We estimate an error using 2% relative error and an absolute error of 100uV at an assumed current of 100mA which is almost zero.

data["err"] = ert.estimateError(data, relativeError=0.02)
mgr = ert.ERTManager(data)
mgr.invert(mesh=mesh, verbose=True)

fop: <pygimli.physics.ert.ertModelling.ERTModelling object at 0x7f41302b9da0>
Data transformation: <pygimli.core._pygimli_.RTransLogLU object at 0x7f41302bb880>
Model transformation: <pygimli.core._pygimli_.RTransLog object at 0x7f41302b98a0>
min/max (data): 119/488
min/max (error): 2%/2%
min/max (start model): 257/257
--------------------------------------------------------------------------------
inv.iter 0 ... chi² =  217.79
--------------------------------------------------------------------------------
inv.iter 1 ... chi² =   16.92 (dPhi = 90.62%) lam: 20.0
--------------------------------------------------------------------------------
inv.iter 2 ... chi² =    4.70 (dPhi = 56.06%) lam: 20.0
--------------------------------------------------------------------------------
inv.iter 3 ... chi² =    3.46 (dPhi = 13.01%) lam: 20.0
--------------------------------------------------------------------------------
inv.iter 4 ... chi² =    3.34 (dPhi = 1.17%) lam: 20.0
################################################################################
#                Abort criterion reached: dPhi = 1.17 (< 2.0%)                 #
################################################################################

8660 [438.78799521887714,...,522.35512467387]

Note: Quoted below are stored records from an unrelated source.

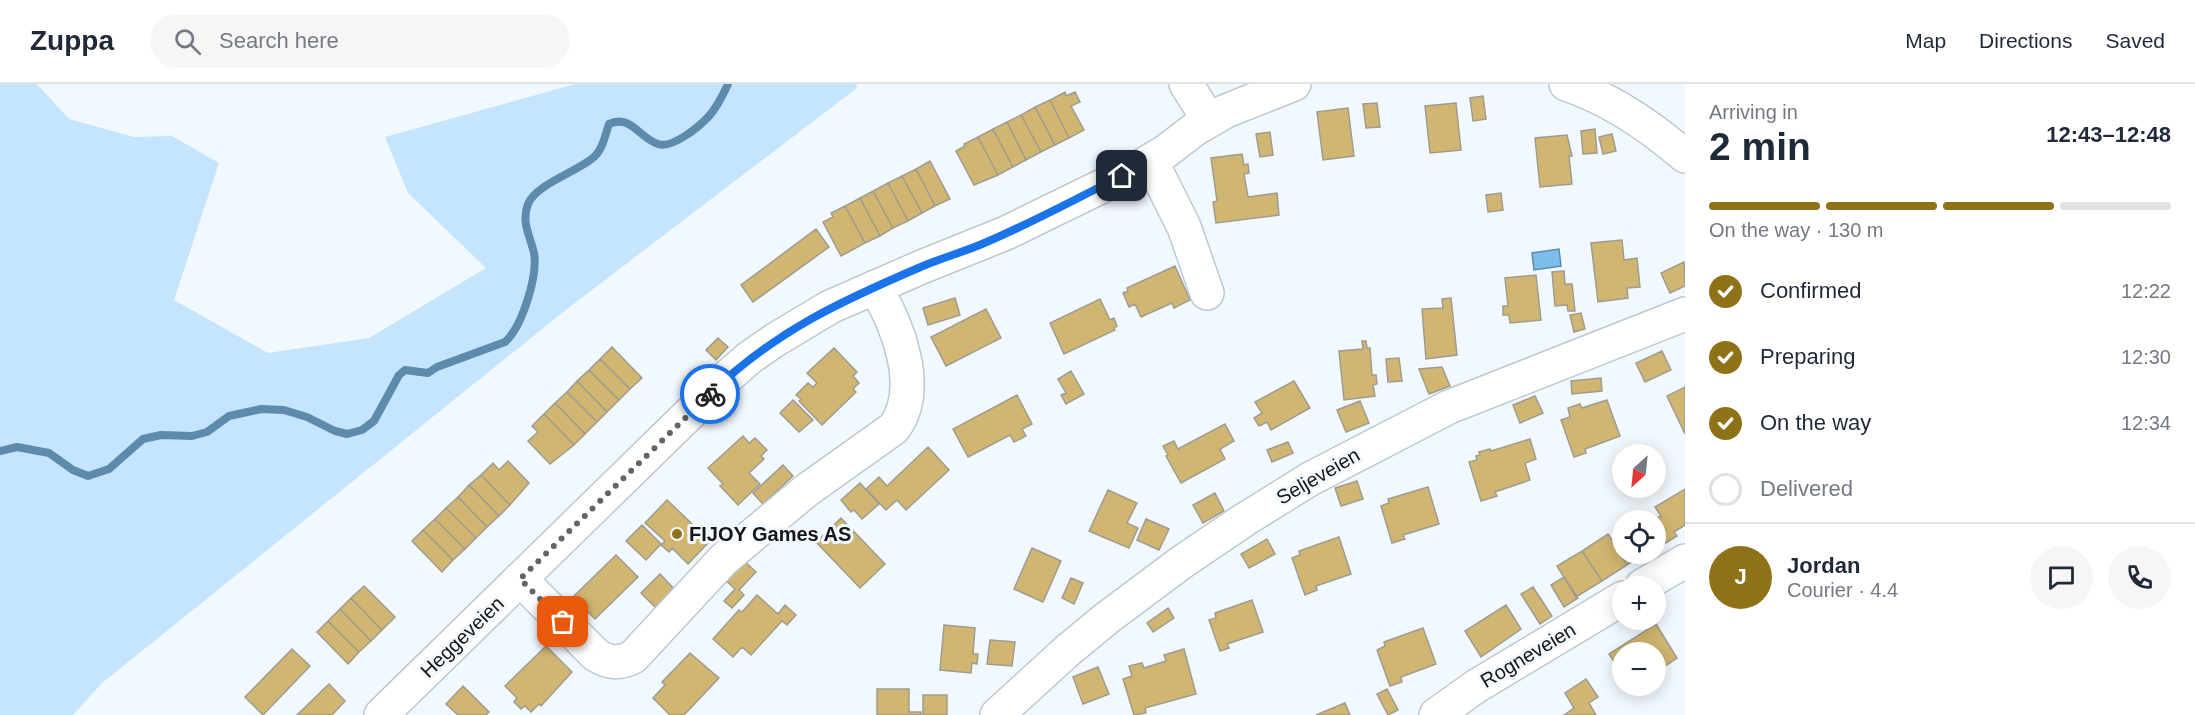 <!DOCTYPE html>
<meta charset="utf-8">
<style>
:root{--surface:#fff;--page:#f6f6f7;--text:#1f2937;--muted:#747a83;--line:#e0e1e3;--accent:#8f7217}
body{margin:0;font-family:Helvetica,sans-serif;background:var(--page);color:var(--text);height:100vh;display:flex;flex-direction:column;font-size:22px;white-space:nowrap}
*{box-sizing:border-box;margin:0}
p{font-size:20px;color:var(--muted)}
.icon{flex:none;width:33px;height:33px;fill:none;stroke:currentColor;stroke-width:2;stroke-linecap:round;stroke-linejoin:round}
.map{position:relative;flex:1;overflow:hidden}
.drawer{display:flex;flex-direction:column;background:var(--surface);width:510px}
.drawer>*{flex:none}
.needle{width:39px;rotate:207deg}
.controls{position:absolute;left:1612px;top:360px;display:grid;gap:12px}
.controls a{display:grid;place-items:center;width:54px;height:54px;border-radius:50%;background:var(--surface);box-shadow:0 3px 15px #0003;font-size:30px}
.pin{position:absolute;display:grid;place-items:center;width:51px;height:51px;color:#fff;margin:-26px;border-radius:12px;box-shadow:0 3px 9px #0006}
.courier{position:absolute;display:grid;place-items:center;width:60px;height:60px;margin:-30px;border:4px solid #1a73e8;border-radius:50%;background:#fff;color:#222;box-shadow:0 2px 8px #0007}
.summary em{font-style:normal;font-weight:800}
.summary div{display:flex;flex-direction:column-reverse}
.summary{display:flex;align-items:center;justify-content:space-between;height:102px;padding:0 24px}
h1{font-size:39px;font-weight:800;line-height:45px}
.bar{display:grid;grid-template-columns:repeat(4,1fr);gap:9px 6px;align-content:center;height:72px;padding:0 24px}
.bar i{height:8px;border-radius:4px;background:var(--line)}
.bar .selected{background:var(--accent)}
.bar p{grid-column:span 4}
.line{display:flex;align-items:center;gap:15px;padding:0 24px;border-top:2px solid var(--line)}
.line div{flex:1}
.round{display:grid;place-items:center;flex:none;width:63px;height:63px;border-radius:32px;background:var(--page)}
ol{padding:0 24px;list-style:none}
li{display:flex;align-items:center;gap:18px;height:66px}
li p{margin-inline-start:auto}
li .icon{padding:6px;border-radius:50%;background:var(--accent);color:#fff;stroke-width:4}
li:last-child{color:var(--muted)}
li i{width:33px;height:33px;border:3px solid var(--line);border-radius:50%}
header{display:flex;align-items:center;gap:36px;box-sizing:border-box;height:84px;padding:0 30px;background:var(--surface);border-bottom:2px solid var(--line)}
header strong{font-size:28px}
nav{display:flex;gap:33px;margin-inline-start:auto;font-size:21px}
.search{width:420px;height:54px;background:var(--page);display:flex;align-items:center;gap:15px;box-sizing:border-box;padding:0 21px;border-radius:33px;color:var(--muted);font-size:22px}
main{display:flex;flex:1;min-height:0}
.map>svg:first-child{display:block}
</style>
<header>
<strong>Zuppa</strong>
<div class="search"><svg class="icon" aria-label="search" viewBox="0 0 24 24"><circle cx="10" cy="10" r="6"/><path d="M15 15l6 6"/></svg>Search here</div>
<nav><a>Map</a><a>Directions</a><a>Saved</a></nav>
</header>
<main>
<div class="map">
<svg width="1685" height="631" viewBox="0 0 1685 631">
<rect width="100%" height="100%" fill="#f2f9fe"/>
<path fill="#c4e5fd" d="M0,0H37L69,35L134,53L172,52L219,79L174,216L268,269L369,254L486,184L408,109L385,53L575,0H856L857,4L567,225L102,599L73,631H0Z"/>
<path fill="#7cbdeb" stroke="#5c8bac" stroke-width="1.5" d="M1559,165L1561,182L1534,186L1532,169Z"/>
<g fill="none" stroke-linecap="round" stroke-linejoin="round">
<path stroke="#5c8bac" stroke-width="8" d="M0,367L17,363L49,369L73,386L88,392L109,385L143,355L161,351L192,352L207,348L229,332L261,325L284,326L307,333L335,347L347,350L362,346L374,337L399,291L405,286L428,289L437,283L505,258C522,243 538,192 534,169C530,151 521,139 528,120C536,100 577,88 594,73C603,65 605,51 609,40C631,30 639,54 658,60C672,65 699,43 709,32C717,23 723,11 728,0"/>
</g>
<path fill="#d1b671" stroke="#9f9b90" stroke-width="1.5" d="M1065,8L1066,12L1075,8L1080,18L1071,22L1084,46L1069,54L1050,16Z
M1483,12L1486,35L1473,37L1470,14Z
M1050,16L1069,54L1055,61L1035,23Z
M1377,19L1380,43L1366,44L1363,20Z
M1456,19L1461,66L1430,69L1425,22Z
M1035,23L1055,61L1041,68L1021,31Z
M1348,24L1354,72L1323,76L1317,28Z
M1021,31L1041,68L1026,76L1007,38Z
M1007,38L1026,76L1013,83L993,45Z
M993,45L1013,83L998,91L978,53Z
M1595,45L1597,69L1583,70L1581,47Z
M1270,48L1273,71L1260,73L1256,50Z
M1612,50L1616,67L1603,70L1599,53Z
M1567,51L1572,72H1569L1572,100L1540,103L1535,54Z
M978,53L998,91L974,101L956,67L965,62L964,60Z
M1242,70L1244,81L1248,80L1249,89L1244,90L1248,113L1277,109L1279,131L1216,139L1213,118L1217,117L1211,74Z
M930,77L950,115L935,122L916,85Z
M916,85L935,122L922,129L902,92Z
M902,92L922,129L908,137L888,99Z
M888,99L908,137L893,144L873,107Z
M873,107L893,144L880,152L860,114Z
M1501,109L1503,126L1488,128L1486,111Z
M860,114L880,152L865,159L845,122Z
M845,122L865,159L841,172L823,138L833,133L831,129Z
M816,145L829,163L753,218L741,201Z
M1622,156L1624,176L1637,174L1640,203L1627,204L1628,214L1598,218L1591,159Z
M1684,178L1685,202L1670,209L1661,189Z
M1175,182L1190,216L1174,224L1172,219L1141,233L1135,220L1129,223L1123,209L1128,207L1127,204Z
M1564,187L1565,200H1572L1575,227H1568L1567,221L1555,222L1552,188Z
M1536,191L1541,236L1510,239L1509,231H1503V222H1508L1505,194Z
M955,214L960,231L928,241L923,224Z
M1451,214L1457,271L1426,275L1422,225L1443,224L1442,215Z
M1100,215L1110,236L1114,234L1117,242L1114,244L1115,246L1064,270L1050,239Z
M986,225L1001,254L946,282L931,253Z
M1581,229L1585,245L1574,248L1570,231Z
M718,254L728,263L716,276L706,266Z
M1362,257H1366L1367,264H1370L1372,291H1376L1377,300L1373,301L1375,312L1344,316L1339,267L1363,265Z
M612,263L642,294L630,305L600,275Z
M834,264L857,288L853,292L859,299L853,305L856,308L822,341L799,317L801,315L796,311L808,299L813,303L817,299L807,289Z
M1662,267L1671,286L1645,298L1636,279Z
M1399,274L1402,297L1388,298L1386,275Z
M600,275L630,305L619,316L589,286Z
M1442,283L1450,302L1429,310L1419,285Z
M589,286L619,316L607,328L577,297Z
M1071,287L1084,310L1066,320L1061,311L1066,309L1058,295Z
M1601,294L1602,307L1572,310L1571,297Z
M577,297L607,328L597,338L567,308Z
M1294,297L1310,324L1271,346L1267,338L1259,342L1254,334L1262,329L1255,318Z
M1685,303V350L1667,312Z
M567,308L597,338L585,350L555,319Z
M1017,311L1032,340L1022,345L1026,352L1014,358L1010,351L968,373L953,345Z
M1535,312L1543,329L1520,339L1513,321Z
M793,316L813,336L799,348L780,329Z
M1607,316L1620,352L1585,365L1586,369L1574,373L1561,336L1570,333L1568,324L1580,320L1582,324Z
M1360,317L1369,339L1346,348L1337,326Z
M555,319L585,350L574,361L544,330Z
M544,330L574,361L550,380L528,357L538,348L532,342Z
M1225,340L1234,357L1220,365L1225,375L1181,399L1166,372L1168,371L1163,362L1174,357L1178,365Z
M743,352L749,359L755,354L767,366L761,372L764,375L749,389L760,400L738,421L720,402L723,400L708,384Z
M1530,355L1536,375L1525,379L1530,396L1495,408L1497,412L1481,417L1469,378L1477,376L1476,372L1480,371L1479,368L1490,365L1491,367Z
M1288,358L1293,369L1272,378L1267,366Z
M928,363L949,386L906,426L897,416L886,426L866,405L879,393L887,402Z
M508,377L529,399L510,421L481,391L493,379L499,386Z
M783,381L793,392L763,420L753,409Z
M481,391L510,421L499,432L469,401Z
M1357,397L1363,415L1341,422L1335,404Z
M860,399L879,420L862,435L854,426L851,428L841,416Z
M469,401L499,432L487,443L458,413Z
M1428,403L1439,440L1403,451L1405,455L1392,459L1381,422L1389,419L1388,415Z
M1685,405V441L1674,448L1677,452L1664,460L1656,447V436H1653L1661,432L1655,423Z
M1108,406L1137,419L1127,439L1138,444L1129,464L1089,447Z
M1215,409L1224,427L1203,439L1193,421Z
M458,413L487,443L476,454L446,424Z
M667,416L710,457L688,480L672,464L669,468L661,461L665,457L645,439Z
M446,424L476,454L465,465L435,435Z
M841,434L885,480L860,504L816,458Z
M435,435L465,465L453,476L423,446Z
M1146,435L1169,445L1159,466L1137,456Z
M642,441L661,460L646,476L626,457Z
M423,446L453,476L442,488L412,457Z
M1608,450L1627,481L1602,497L1582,467Z
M1339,453L1351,490L1316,502L1317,506L1305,511L1292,474L1300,471L1299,467Z
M1267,455L1275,470L1249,484L1241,470Z
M1032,464L1061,477L1043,518L1014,505Z
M1623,464V470H1645L1627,481L1618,467Z
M1582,467L1602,497L1576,513L1557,482Z
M616,471L638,493L595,535L573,513Z
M739,472L756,488L739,506L744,511L732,524L724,517L735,505L721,492Z
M660,490L678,509L659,527L641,509Z
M1564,493L1578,514L1564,523L1551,501Z
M1071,494L1083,499L1074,520L1062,514Z
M364,502L395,533L382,546L351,514Z
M1533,503L1552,532L1540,540L1521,510Z
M757,511L778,530L785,521L796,531L787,541L782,537L751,571L742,563L733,573L713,555L739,526L742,528Z
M351,514L382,546L371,557L340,525Z
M1252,516L1263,548L1227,560L1229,564L1220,567L1209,536L1216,534L1215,529Z
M1506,521L1521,545L1481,573L1465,547Z
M1168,524L1174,534L1153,548L1147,539Z
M340,525L371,557L359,568L328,537Z
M328,537L359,568L348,580L317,548Z
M1656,540L1677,574L1656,588V568H1623V592L1609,570Z
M944,541L975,544L973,570H978L977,580L972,579L971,589L940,586Z
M1423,544L1436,580L1401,593L1402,598L1390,602L1377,566L1385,562L1384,558Z
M990,556L1015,558L1012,582L987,580Z
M546,562L572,588L541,622L539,620L531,628L525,622L521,625L514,618L517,614L505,602Z
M292,565L310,582L263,631L245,613Z
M1184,565L1196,610L1145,624L1146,629L1134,631L1123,595L1132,592L1129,582L1142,579L1144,584L1166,577L1164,571Z
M690,569L719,594L684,631H670L653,614L665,601L662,598Z
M1098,583L1109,610L1083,620L1073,593Z
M1586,595L1598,613L1589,619L1596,631H1564L1574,624L1565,609Z
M329,600L345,617L332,631H297Z
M463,602L489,628L486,631H458L446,620Z
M877,605H909V628H921V631H877Z
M1387,605L1398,626L1388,631L1377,610Z
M923,611H947V631H923Z
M1345,619L1350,631H1316Z"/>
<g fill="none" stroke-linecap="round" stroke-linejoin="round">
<defs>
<path id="minor" d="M1186,0L1209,36
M1566,0C1611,15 1649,41 1685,72
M1151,77L1184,143L1207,209
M520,495L596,571C609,579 619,580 633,573L724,475L807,406L894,344C923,305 898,241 875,203
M1642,502L1685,477
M381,631L725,295L749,274L775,256L830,223L924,182L1006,149L1133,87L1165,68L1195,45L1226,27L1294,0
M997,631L1067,567L1107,534L1182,478L1244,436L1310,395L1449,323L1685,230
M1436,631L1475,603L1623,514"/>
</defs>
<use href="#minor" stroke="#bec8d1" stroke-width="36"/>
<use href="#minor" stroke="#fff" stroke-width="33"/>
</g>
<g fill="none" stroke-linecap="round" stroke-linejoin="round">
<path stroke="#606569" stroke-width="6" stroke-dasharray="0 10.8" d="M563,538L520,495L710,310"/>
<path stroke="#1a73e8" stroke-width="8" d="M710,310C775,247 841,217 923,182C942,174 963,168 982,160C1030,140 1075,115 1122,92"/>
</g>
<circle fill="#8f7217" stroke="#f2f9fe" stroke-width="2" cx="677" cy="450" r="6"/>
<g text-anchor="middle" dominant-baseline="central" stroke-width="6" stroke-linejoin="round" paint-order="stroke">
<g font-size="20" fill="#121619" stroke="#f2f9fe">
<text transform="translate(1318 392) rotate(-30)">Seljeveien</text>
<text transform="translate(462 553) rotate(-44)">Heggeveien</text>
<text transform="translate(1528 571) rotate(-31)">Rogneveien</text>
</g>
<g font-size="20" font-weight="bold" fill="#121619" stroke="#f2f9fe" text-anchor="start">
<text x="689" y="450">FIJOY Games AS</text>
</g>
</g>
</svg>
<div class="controls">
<a><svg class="needle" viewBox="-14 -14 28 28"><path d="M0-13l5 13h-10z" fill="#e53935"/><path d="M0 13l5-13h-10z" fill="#747a83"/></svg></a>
<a><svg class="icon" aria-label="locate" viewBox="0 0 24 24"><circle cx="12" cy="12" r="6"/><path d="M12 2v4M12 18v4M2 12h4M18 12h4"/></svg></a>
<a>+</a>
<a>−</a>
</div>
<div class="pin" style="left:563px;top:538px;background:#ea580c"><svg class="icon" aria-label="bag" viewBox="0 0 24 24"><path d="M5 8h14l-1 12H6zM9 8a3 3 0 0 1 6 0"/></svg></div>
<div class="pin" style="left:1122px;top:92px;background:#1f2937"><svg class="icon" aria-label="home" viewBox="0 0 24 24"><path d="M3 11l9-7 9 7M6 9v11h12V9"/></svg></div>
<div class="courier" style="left:710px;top:310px"><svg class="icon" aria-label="bike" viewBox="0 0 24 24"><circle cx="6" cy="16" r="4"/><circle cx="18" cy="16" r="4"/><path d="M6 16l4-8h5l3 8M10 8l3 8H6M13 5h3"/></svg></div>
</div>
<section class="drawer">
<div class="summary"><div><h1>2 min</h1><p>Arriving in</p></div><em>12:43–12:48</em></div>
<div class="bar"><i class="selected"></i><i class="selected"></i><i class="selected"></i><i></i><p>On the way · 130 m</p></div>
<ol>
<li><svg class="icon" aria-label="check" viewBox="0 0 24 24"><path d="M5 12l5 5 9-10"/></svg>Confirmed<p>12:22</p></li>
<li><svg class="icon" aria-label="check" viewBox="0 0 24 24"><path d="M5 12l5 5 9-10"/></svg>Preparing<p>12:30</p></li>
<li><svg class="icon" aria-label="check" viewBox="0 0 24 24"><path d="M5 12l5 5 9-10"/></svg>On the way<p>12:34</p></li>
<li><i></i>Delivered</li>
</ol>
<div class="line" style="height:108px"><b class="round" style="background:var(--accent);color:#fff">J</b><div><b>Jordan</b><p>Courier · 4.4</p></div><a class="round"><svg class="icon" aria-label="chat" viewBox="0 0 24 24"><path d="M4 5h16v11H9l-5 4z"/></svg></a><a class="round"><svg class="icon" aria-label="phone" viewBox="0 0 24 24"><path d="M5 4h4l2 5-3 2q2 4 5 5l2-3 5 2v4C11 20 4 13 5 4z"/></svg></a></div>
</section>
</main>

We visualize the result by a resistivity threshold and a slice using pyVista

pd = mgr.paraDomain
pd["res"] = mgr.model
pl, _ = pg.show(pd, label="res", style="surface", cMap="Spectral_r", hold=True,
                filter={"threshold": dict(value=500, scalars="res")})
pv.drawMesh(pl, pd, label="res", style="surface", cMap="Spectral_r",
            filter={"slice": dict(normal=[-1, 0, 0], origin=[5, 15, -2])})
pl.camera_position = "yz"
pl.camera.azimuth = 20
pl.camera.elevation = 20
pl.camera.zoom(1.2)
_ = pl.show()

Static Scene

Interactive Scene

References

Günther, T. (2004): Inversion Methods and Resolution Analysis for the 2D/3D Reconstruction of Resistivity Structures from DC Measurements. PhD thesis, University of Mining and Technology, Freiberg, available on http://nbn-resolving.de/urn:nbn:de:swb:105-4152277.